> What you will do:
Below are records; work out how many of their lines hold the string "Shashamane" and give that number alone.

[Extracted records]
○ ○ ○ ○
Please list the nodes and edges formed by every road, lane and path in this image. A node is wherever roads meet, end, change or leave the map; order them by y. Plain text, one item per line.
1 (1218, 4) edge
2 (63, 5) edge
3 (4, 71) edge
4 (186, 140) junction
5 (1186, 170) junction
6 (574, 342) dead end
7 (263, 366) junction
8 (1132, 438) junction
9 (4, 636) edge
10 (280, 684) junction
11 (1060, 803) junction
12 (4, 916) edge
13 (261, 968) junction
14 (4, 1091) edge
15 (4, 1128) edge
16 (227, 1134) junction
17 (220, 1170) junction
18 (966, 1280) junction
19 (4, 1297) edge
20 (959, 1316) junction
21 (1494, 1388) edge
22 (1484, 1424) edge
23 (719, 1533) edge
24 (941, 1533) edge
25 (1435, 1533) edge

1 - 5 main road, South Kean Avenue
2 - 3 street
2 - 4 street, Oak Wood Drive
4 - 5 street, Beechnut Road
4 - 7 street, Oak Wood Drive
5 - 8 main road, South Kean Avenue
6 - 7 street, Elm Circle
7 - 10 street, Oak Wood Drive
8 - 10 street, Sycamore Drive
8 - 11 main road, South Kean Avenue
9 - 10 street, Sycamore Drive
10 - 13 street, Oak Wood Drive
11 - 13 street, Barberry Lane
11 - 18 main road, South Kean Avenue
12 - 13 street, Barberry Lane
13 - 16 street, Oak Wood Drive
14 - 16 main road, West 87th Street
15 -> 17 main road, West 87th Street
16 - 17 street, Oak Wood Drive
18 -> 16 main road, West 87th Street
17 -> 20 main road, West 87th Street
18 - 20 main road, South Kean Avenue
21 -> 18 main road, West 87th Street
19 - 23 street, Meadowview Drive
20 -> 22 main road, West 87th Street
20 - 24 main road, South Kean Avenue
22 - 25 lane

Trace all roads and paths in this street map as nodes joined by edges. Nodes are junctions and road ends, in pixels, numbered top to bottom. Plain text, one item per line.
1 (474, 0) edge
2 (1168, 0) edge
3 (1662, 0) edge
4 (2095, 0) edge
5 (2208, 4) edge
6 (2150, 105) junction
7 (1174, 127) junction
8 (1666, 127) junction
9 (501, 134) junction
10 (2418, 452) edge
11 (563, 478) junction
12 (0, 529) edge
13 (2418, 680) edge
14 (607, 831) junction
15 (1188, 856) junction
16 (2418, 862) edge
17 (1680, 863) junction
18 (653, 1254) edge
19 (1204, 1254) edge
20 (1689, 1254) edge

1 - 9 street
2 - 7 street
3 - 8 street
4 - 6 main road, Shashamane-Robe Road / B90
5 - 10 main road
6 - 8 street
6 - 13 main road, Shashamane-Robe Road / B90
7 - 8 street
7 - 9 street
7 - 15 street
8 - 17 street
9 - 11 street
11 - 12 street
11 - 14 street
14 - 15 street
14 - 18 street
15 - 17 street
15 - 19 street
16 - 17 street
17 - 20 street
○ ○ ○ ○
> Result of the exercise:
2